CHAPTER XXIV.
Meantime Aristomenes, when he refused the leadership of those who were going on the new colony, married his sister Agnagora to Tharyx of Phigalia, and his two eldest daughters to Damothoidas of Lepreum and Theopompus of Heræum. And he himself went to Delphi and consulted the oracle. What answer was returned is not recorded. But Damagetus a native of Rhodes, the King of Ialysus, had also at this time come to consult the oracle as to where he should marry a wife from, and the Pythian Priestess replied that he was to marry the daughter of the noblest of the Greeks. And Aristomenes had a third daughter, and he married her, thinking her father far the noblest Greek of his time. And Aristomenes went to Rhodes with his daughter, and from thence he intended to go to Sardis to Ardys the son of Gyges, and to Ecbatana the royal residence of the Medes to the Court of King Phraortes, but before he could carry out this intention he chanced to die of some illness, so that the fates did not permit him to wreak his vengeance on the Lacedæmonians. And Damagetus and the people of Rhodes built a splendid monument to him, and paid honours to his memory. The traditions about those who are called the Diagoridæ in Rhodes, (who were descended from Diagoras, the son of Damagetus, the son of Dorieus, the son of Damagetus by the daughter of Aristomenes), I have omitted, that I might not appear to have introduced irrelevant matter.
And the Lacedæmonians, when they had made themselves masters of Messenia, shared it out among themselves all but the territory of the Asinæi, and Mothone they gave to the people of Nauplia who had recently been ejected by the Argives.

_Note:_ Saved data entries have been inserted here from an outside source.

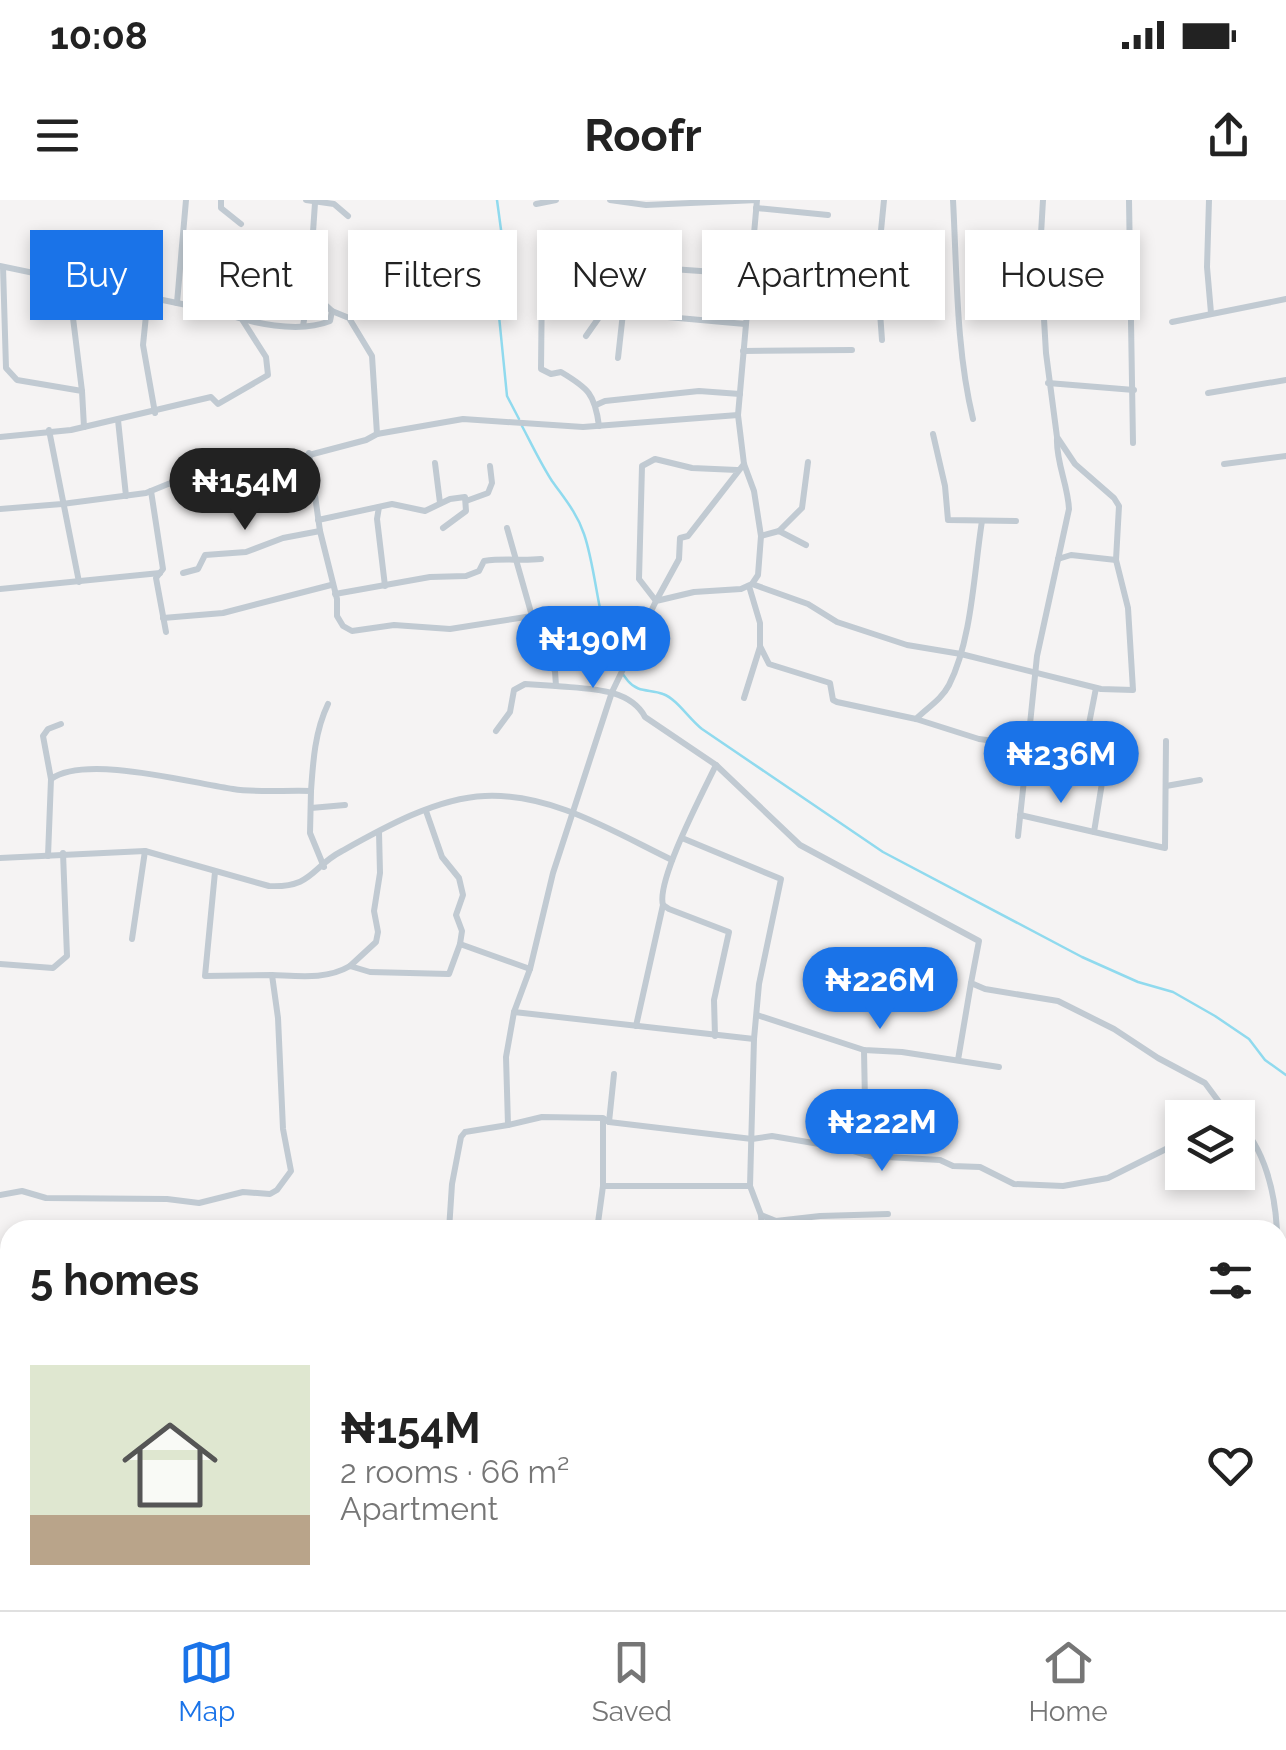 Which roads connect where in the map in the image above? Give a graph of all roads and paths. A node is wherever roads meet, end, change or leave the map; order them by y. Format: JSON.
{"nodes":[{"id":1,"x":186,"y":200,"type":"edge"},
{"id":2,"x":221,"y":200,"type":"edge"},
{"id":3,"x":556,"y":200,"type":"edge"},
{"id":4,"x":610,"y":200,"type":"edge"},
{"id":5,"x":884,"y":200,"type":"edge"},
{"id":6,"x":953,"y":200,"type":"edge"},
{"id":7,"x":1043,"y":200,"type":"edge"},
{"id":8,"x":1129,"y":200,"type":"edge"},
{"id":9,"x":1209,"y":200,"type":"edge"},
{"id":10,"x":309,"y":201,"type":"edge"},
{"id":11,"x":536,"y":204,"type":"dead end"},
{"id":12,"x":756,"y":208,"type":"junction"},
{"id":13,"x":828,"y":215,"type":"dead end"},
{"id":14,"x":348,"y":216,"type":"dead end"},
{"id":15,"x":242,"y":224,"type":"dead end"},
{"id":16,"x":309,"y":230,"type":"edge"},
{"id":17,"x":755,"y":230,"type":"edge"},
{"id":18,"x":881,"y":230,"type":"edge"},
{"id":19,"x":1,"y":266,"type":"edge"},
{"id":20,"x":30,"y":272,"type":"edge"},
{"id":21,"x":1286,"y":299,"type":"edge"},
{"id":22,"x":163,"y":300,"type":"edge"},
{"id":23,"x":176,"y":303,"type":"junction"},
{"id":24,"x":183,"y":305,"type":"edge"},
{"id":25,"x":328,"y":307,"type":"edge"},
{"id":26,"x":332,"y":311,"type":"junction"},
{"id":27,"x":1211,"y":313,"type":"junction"},
{"id":28,"x":73,"y":320,"type":"edge"},
{"id":29,"x":145,"y":320,"type":"edge"},
{"id":30,"x":242,"y":320,"type":"joint"},
{"id":31,"x":304,"y":320,"type":"edge"},
{"id":32,"x":542,"y":320,"type":"edge"},
{"id":33,"x":597,"y":320,"type":"edge"},
{"id":34,"x":746,"y":320,"type":"edge"},
{"id":35,"x":881,"y":320,"type":"edge"},
{"id":36,"x":1172,"y":322,"type":"dead end"},
{"id":37,"x":745,"y":324,"type":"junction"},
{"id":38,"x":303,"y":326,"type":"junction"},
{"id":39,"x":586,"y":336,"type":"dead end"},
{"id":40,"x":882,"y":340,"type":"dead end"},
{"id":41,"x":852,"y":350,"type":"dead end"},
{"id":42,"x":743,"y":351,"type":"junction"},
{"id":43,"x":618,"y":358,"type":"dead end"},
{"id":44,"x":2,"y":364,"type":"edge"},
{"id":45,"x":0,"y":376,"type":"edge"},
{"id":46,"x":14,"y":379,"type":"junction"},
{"id":47,"x":1286,"y":380,"type":"edge"},
{"id":48,"x":1048,"y":382,"type":"junction"},
{"id":49,"x":1134,"y":390,"type":"junction"},
{"id":50,"x":82,"y":391,"type":"junction"},
{"id":51,"x":1208,"y":393,"type":"dead end"},
{"id":52,"x":740,"y":394,"type":"junction"},
{"id":53,"x":596,"y":405,"type":"junction"},
{"id":54,"x":155,"y":412,"type":"junction"},
{"id":55,"x":738,"y":415,"type":"junction"},
{"id":56,"x":118,"y":420,"type":"junction"},
{"id":57,"x":974,"y":420,"type":"dead end"},
{"id":58,"x":599,"y":426,"type":"junction"},
{"id":59,"x":84,"y":427,"type":"junction"},
{"id":60,"x":50,"y":430,"type":"junction"},
{"id":61,"x":377,"y":434,"type":"junction"},
{"id":62,"x":934,"y":434,"type":"dead end"},
{"id":63,"x":0,"y":437,"type":"edge"},
{"id":64,"x":1057,"y":437,"type":"junction"},
{"id":65,"x":1133,"y":443,"type":"dead end"},
{"id":66,"x":309,"y":453,"type":"junction"},
{"id":67,"x":1286,"y":456,"type":"edge"},
{"id":68,"x":808,"y":462,"type":"dead end"},
{"id":69,"x":435,"y":464,"type":"dead end"},
{"id":70,"x":1224,"y":464,"type":"dead end"},
{"id":71,"x":490,"y":466,"type":"dead end"},
{"id":72,"x":740,"y":467,"type":"junction"},
{"id":73,"x":151,"y":491,"type":"junction"},
{"id":74,"x":126,"y":496,"type":"junction"},
{"id":75,"x":466,"y":502,"type":"junction"},
{"id":76,"x":440,"y":503,"type":"junction"},
{"id":77,"x":62,"y":504,"type":"junction"},
{"id":78,"x":378,"y":507,"type":"junction"},
{"id":79,"x":0,"y":509,"type":"edge"},
{"id":80,"x":318,"y":520,"type":"junction"},
{"id":81,"x":982,"y":520,"type":"junction"},
{"id":82,"x":1016,"y":522,"type":"dead end"},
{"id":83,"x":443,"y":528,"type":"dead end"},
{"id":84,"x":507,"y":528,"type":"dead end"},
{"id":85,"x":320,"y":530,"type":"junction"},
{"id":86,"x":779,"y":531,"type":"junction"},
{"id":87,"x":761,"y":536,"type":"junction"},
{"id":88,"x":806,"y":545,"type":"dead end"},
{"id":89,"x":1061,"y":546,"type":"junction"},
{"id":90,"x":1071,"y":555,"type":"junction"},
{"id":91,"x":541,"y":559,"type":"dead end"},
{"id":92,"x":1058,"y":559,"type":"junction"},
{"id":93,"x":1116,"y":560,"type":"junction"},
{"id":94,"x":516,"y":561,"type":"junction"},
{"id":95,"x":160,"y":573,"type":"junction"},
{"id":96,"x":183,"y":573,"type":"dead end"},
{"id":97,"x":78,"y":582,"type":"junction"},
{"id":98,"x":750,"y":585,"type":"junction"},
{"id":99,"x":385,"y":586,"type":"junction"},
{"id":100,"x":0,"y":589,"type":"edge"},
{"id":101,"x":333,"y":589,"type":"junction"},
{"id":102,"x":656,"y":602,"type":"junction"},
{"id":103,"x":532,"y":616,"type":"junction"},
{"id":104,"x":164,"y":618,"type":"junction"},
{"id":105,"x":166,"y":632,"type":"dead end"},
{"id":106,"x":760,"y":646,"type":"junction"},
{"id":107,"x":961,"y":654,"type":"junction"},
{"id":108,"x":1035,"y":673,"type":"junction"},
{"id":109,"x":556,"y":686,"type":"junction"},
{"id":110,"x":1096,"y":688,"type":"junction"},
{"id":111,"x":612,"y":692,"type":"junction"},
{"id":112,"x":744,"y":698,"type":"dead end"},
{"id":113,"x":328,"y":704,"type":"dead end"},
{"id":114,"x":916,"y":719,"type":"junction"},
{"id":115,"x":61,"y":724,"type":"dead end"},
{"id":116,"x":1030,"y":724,"type":"junction"},
{"id":117,"x":496,"y":731,"type":"dead end"},
{"id":118,"x":1086,"y":739,"type":"junction"},
{"id":119,"x":1166,"y":741,"type":"dead end"},
{"id":120,"x":1026,"y":746,"type":"junction"},
{"id":121,"x":1074,"y":757,"type":"junction"},
{"id":122,"x":1095,"y":764,"type":"junction"},
{"id":123,"x":716,"y":765,"type":"junction"},
{"id":124,"x":1124,"y":767,"type":"dead end"},
{"id":125,"x":51,"y":779,"type":"junction"},
{"id":126,"x":1200,"y":780,"type":"dead end"},
{"id":127,"x":1166,"y":786,"type":"junction"},
{"id":128,"x":311,"y":790,"type":"junction"},
{"id":129,"x":345,"y":805,"type":"dead end"},
{"id":130,"x":310,"y":808,"type":"junction"},
{"id":131,"x":426,"y":811,"type":"junction"},
{"id":132,"x":570,"y":811,"type":"junction"},
{"id":133,"x":1020,"y":815,"type":"junction"},
{"id":134,"x":378,"y":832,"type":"junction"},
{"id":135,"x":1094,"y":832,"type":"junction"},
{"id":136,"x":1018,"y":836,"type":"dead end"},
{"id":137,"x":682,"y":838,"type":"junction"},
{"id":138,"x":145,"y":851,"type":"junction"},
{"id":139,"x":62,"y":854,"type":"junction"},
{"id":140,"x":48,"y":856,"type":"junction"},
{"id":141,"x":0,"y":858,"type":"edge"},
{"id":142,"x":672,"y":860,"type":"junction"},
{"id":143,"x":324,"y":867,"type":"junction"},
{"id":144,"x":215,"y":872,"type":"junction"},
{"id":145,"x":663,"y":906,"type":"junction"},
{"id":146,"x":132,"y":939,"type":"dead end"},
{"id":147,"x":460,"y":944,"type":"junction"},
{"id":148,"x":0,"y":964,"type":"edge"},
{"id":149,"x":350,"y":966,"type":"junction"},
{"id":150,"x":530,"y":968,"type":"junction"},
{"id":151,"x":272,"y":975,"type":"junction"},
{"id":152,"x":971,"y":983,"type":"junction"},
{"id":153,"x":514,"y":1012,"type":"junction"},
{"id":154,"x":756,"y":1015,"type":"junction"},
{"id":155,"x":636,"y":1026,"type":"junction"},
{"id":156,"x":715,"y":1036,"type":"junction"},
{"id":157,"x":754,"y":1039,"type":"junction"},
{"id":158,"x":864,"y":1050,"type":"junction"},
{"id":159,"x":958,"y":1060,"type":"junction"},
{"id":160,"x":998,"y":1067,"type":"dead end"},
{"id":161,"x":614,"y":1074,"type":"dead end"},
{"id":162,"x":1218,"y":1100,"type":"edge"},
{"id":163,"x":606,"y":1120,"type":"junction"},
{"id":164,"x":508,"y":1125,"type":"junction"},
{"id":165,"x":752,"y":1139,"type":"junction"},
{"id":166,"x":1255,"y":1144,"type":"edge"},
{"id":167,"x":1165,"y":1150,"type":"edge"},
{"id":168,"x":866,"y":1155,"type":"junction"},
{"id":169,"x":603,"y":1186,"type":"junction"},
{"id":170,"x":750,"y":1186,"type":"junction"},
{"id":171,"x":0,"y":1195,"type":"edge"},
{"id":172,"x":888,"y":1214,"type":"dead end"},
{"id":173,"x":761,"y":1215,"type":"junction"},
{"id":174,"x":450,"y":1220,"type":"edge"},
{"id":175,"x":598,"y":1220,"type":"edge"},
{"id":176,"x":761,"y":1220,"type":"edge"},
{"id":177,"x":772,"y":1220,"type":"edge"},
{"id":178,"x":791,"y":1220,"type":"edge"},
{"id":179,"x":1277,"y":1220,"type":"edge"}],
"edges":[{"from":1,"to":23,"type":"street"},
{"from":2,"to":15,"type":"street"},
{"from":3,"to":11,"type":"street"},
{"from":4,"to":12,"type":"street"},
{"from":5,"to":18,"type":"street"},
{"from":6,"to":57,"type":"street"},
{"from":7,"to":48,"type":"street"},
{"from":8,"to":49,"type":"street"},
{"from":9,"to":27,"type":"street"},
{"from":10,"to":14,"type":"street"},
{"from":10,"to":16,"type":"street"},
{"from":12,"to":13,"type":"street"},
{"from":12,"to":17,"type":"street"},
{"from":19,"to":20,"type":"street"},
{"from":19,"to":44,"type":"street"},
{"from":21,"to":27,"type":"street"},
{"from":22,"to":23,"type":"street"},
{"from":23,"to":24,"type":"street"},
{"from":25,"to":26,"type":"street"},
{"from":26,"to":38,"type":"street"},
{"from":26,"to":61,"type":"street"},
{"from":27,"to":36,"type":"street"},
{"from":28,"to":50,"type":"street"},
{"from":29,"to":54,"type":"street"},
{"from":30,"to":38,"type":"street"},
{"from":30,"to":54,"type":"street"},
{"from":31,"to":38,"type":"street"},
{"from":32,"to":53,"type":"street"},
{"from":33,"to":39,"type":"street"},
{"from":34,"to":37,"type":"street"},
{"from":35,"to":40,"type":"street"},
{"from":37,"to":42,"type":"street"},
{"from":37,"to":43,"type":"street"},
{"from":41,"to":42,"type":"street"},
{"from":42,"to":52,"type":"street"},
{"from":44,"to":46,"type":"street"},
{"from":45,"to":46,"type":"street"},
{"from":46,"to":50,"type":"street"},
{"from":47,"to":51,"type":"street"},
{"from":48,"to":49,"type":"street"},
{"from":48,"to":64,"type":"street"},
{"from":49,"to":65,"type":"street"},
{"from":50,"to":59,"type":"street"},
{"from":52,"to":53,"type":"street"},
{"from":52,"to":55,"type":"street"},
{"from":53,"to":58,"type":"street"},
{"from":54,"to":56,"type":"street"},
{"from":55,"to":58,"type":"street"},
{"from":55,"to":72,"type":"street"},
{"from":56,"to":59,"type":"street"},
{"from":56,"to":74,"type":"street"},
{"from":58,"to":61,"type":"street"},
{"from":59,"to":60,"type":"street"},
{"from":60,"to":63,"type":"street"},
{"from":60,"to":77,"type":"street"},
{"from":61,"to":66,"type":"street"},
{"from":62,"to":81,"type":"street"},
{"from":64,"to":89,"type":"street"},
{"from":64,"to":93,"type":"street"},
{"from":66,"to":73,"type":"street"},
{"from":66,"to":80,"type":"street"},
{"from":67,"to":70,"type":"street"},
{"from":68,"to":86,"type":"street"},
{"from":69,"to":76,"type":"street"},
{"from":71,"to":75,"type":"street"},
{"from":72,"to":87,"type":"street"},
{"from":72,"to":102,"type":"street"},
{"from":72,"to":102,"type":"street"},
{"from":73,"to":74,"type":"street"},
{"from":73,"to":95,"type":"street"},
{"from":74,"to":77,"type":"street"},
{"from":75,"to":76,"type":"street"},
{"from":75,"to":83,"type":"street"},
{"from":76,"to":78,"type":"street"},
{"from":77,"to":79,"type":"street"},
{"from":77,"to":97,"type":"street"},
{"from":78,"to":80,"type":"street"},
{"from":78,"to":99,"type":"street"},
{"from":80,"to":85,"type":"street"},
{"from":81,"to":82,"type":"street"},
{"from":81,"to":107,"type":"street"},
{"from":84,"to":94,"type":"street"},
{"from":85,"to":96,"type":"street"},
{"from":85,"to":101,"type":"street"},
{"from":86,"to":87,"type":"street"},
{"from":86,"to":88,"type":"street"},
{"from":87,"to":98,"type":"street"},
{"from":89,"to":90,"type":"street"},
{"from":89,"to":92,"type":"street"},
{"from":90,"to":92,"type":"street"},
{"from":90,"to":93,"type":"street"},
{"from":91,"to":94,"type":"street"},
{"from":92,"to":108,"type":"street"},
{"from":93,"to":110,"type":"street"},
{"from":94,"to":99,"type":"street"},
{"from":94,"to":103,"type":"street"},
{"from":95,"to":97,"type":"street"},
{"from":95,"to":104,"type":"street"},
{"from":97,"to":100,"type":"street"},
{"from":98,"to":102,"type":"street"},
{"from":98,"to":106,"type":"street"},
{"from":98,"to":107,"type":"street"},
{"from":99,"to":101,"type":"street"},
{"from":101,"to":103,"type":"street"},
{"from":101,"to":104,"type":"street"},
{"from":102,"to":111,"type":"street"},
{"from":103,"to":109,"type":"street"},
{"from":104,"to":105,"type":"street"},
{"from":106,"to":112,"type":"street"},
{"from":106,"to":114,"type":"street"},
{"from":107,"to":108,"type":"street"},
{"from":107,"to":114,"type":"street"},
{"from":108,"to":110,"type":"street"},
{"from":108,"to":116,"type":"street"},
{"from":109,"to":111,"type":"street"},
{"from":109,"to":117,"type":"street"},
{"from":110,"to":118,"type":"street"},
{"from":111,"to":123,"type":"street"},
{"from":111,"to":132,"type":"street"},
{"from":113,"to":128,"type":"street"},
{"from":114,"to":120,"type":"street"},
{"from":115,"to":125,"type":"street"},
{"from":116,"to":118,"type":"street"},
{"from":116,"to":120,"type":"street"},
{"from":118,"to":121,"type":"street"},
{"from":118,"to":122,"type":"street"},
{"from":119,"to":127,"type":"street"},
{"from":120,"to":121,"type":"street"},
{"from":120,"to":133,"type":"street"},
{"from":121,"to":122,"type":"street"},
{"from":122,"to":124,"type":"street"},
{"from":122,"to":135,"type":"street"},
{"from":123,"to":137,"type":"street"},
{"from":123,"to":152,"type":"street"},
{"from":125,"to":128,"type":"street"},
{"from":125,"to":140,"type":"street"},
{"from":126,"to":127,"type":"street"},
{"from":127,"to":135,"type":"street"},
{"from":128,"to":130,"type":"street"},
{"from":129,"to":130,"type":"street"},
{"from":130,"to":143,"type":"street"},
{"from":131,"to":132,"type":"street"},
{"from":131,"to":134,"type":"street"},
{"from":131,"to":147,"type":"street"},
{"from":132,"to":142,"type":"street"},
{"from":132,"to":150,"type":"street"},
{"from":133,"to":135,"type":"street"},
{"from":133,"to":136,"type":"street"},
{"from":134,"to":143,"type":"street"},
{"from":134,"to":149,"type":"street"},
{"from":137,"to":142,"type":"street"},
{"from":137,"to":154,"type":"street"},
{"from":138,"to":139,"type":"street"},
{"from":138,"to":144,"type":"street"},
{"from":138,"to":146,"type":"street"},
{"from":139,"to":140,"type":"street"},
{"from":139,"to":148,"type":"street"},
{"from":140,"to":141,"type":"street"},
{"from":142,"to":145,"type":"street"},
{"from":143,"to":144,"type":"street"},
{"from":144,"to":151,"type":"street"},
{"from":145,"to":155,"type":"street"},
{"from":145,"to":156,"type":"street"},
{"from":147,"to":149,"type":"street"},
{"from":147,"to":150,"type":"street"},
{"from":149,"to":151,"type":"street"},
{"from":150,"to":153,"type":"street"},
{"from":151,"to":171,"type":"street"},
{"from":152,"to":159,"type":"street"},
{"from":152,"to":162,"type":"street"},
{"from":153,"to":155,"type":"street"},
{"from":153,"to":164,"type":"street"},
{"from":154,"to":157,"type":"street"},
{"from":154,"to":158,"type":"street"},
{"from":155,"to":156,"type":"street"},
{"from":156,"to":157,"type":"street"},
{"from":157,"to":165,"type":"street"},
{"from":158,"to":159,"type":"street"},
{"from":158,"to":168,"type":"street"},
{"from":159,"to":160,"type":"street"},
{"from":161,"to":163,"type":"street"},
{"from":163,"to":164,"type":"street"},
{"from":163,"to":165,"type":"street"},
{"from":163,"to":169,"type":"street"},
{"from":164,"to":174,"type":"street"},
{"from":165,"to":168,"type":"street"},
{"from":165,"to":170,"type":"street"},
{"from":166,"to":179,"type":"street"},
{"from":167,"to":168,"type":"street"},
{"from":169,"to":170,"type":"street"},
{"from":169,"to":175,"type":"street"},
{"from":170,"to":173,"type":"street"},
{"from":172,"to":178,"type":"street"},
{"from":173,"to":176,"type":"street"},
{"from":173,"to":177,"type":"street"}]}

And the Messenians who were captured at Eira, and compulsorily incorporated among the Helots, revolted again from the Lacedæmonians in the 79th Olympiad, in which the Corinthian Xenophon was victor, and Archimedes Archon at Athens. And they seized the following opportunity. Some of the Lacedæmonians, on a charge for which they were condemned to death, fled to Tænarum as suppliants; and there the Ephors took them from the altar and slew them. And the wrath of Poseidon came upon those Spartans who had violated his rights of sanctuary, and he adjudged the town to be utterly razed to the ground. And it was after this calamity that the Helots who were Messenians revolted and went to Mount Ithome. And the Lacedæmonians sent for several allies to help to subdue them, and among others for Cimon (the son of Miltiades) their friend, of whom they also begged some Athenian troops. But when these Athenian troops came they suspected them as likely to introduce revolutionary ideas among their own men, so in their suspicion they soon sent them home again from Ithome. But when the Athenians observed that suspicion on the part of the Lacedæmonians they were indignant and became friendly to the Argives, and, when those of the Messenians who were besieged at Ithome were allowed to surrender upon conditions, gave Naupactus to them, (having taken it from the Locrians in Ætolia called Ozolæ). And the Messenians were allowed to surrender partly because of the strength of the place, partly because the Pythian Priestess prophesied to the Lacedæmonians that there would be vengeance from Zeus of Ithome if they violated his right of sanctuary. So they were allowed to evacuate the Peloponnese upon conditions for these reasons.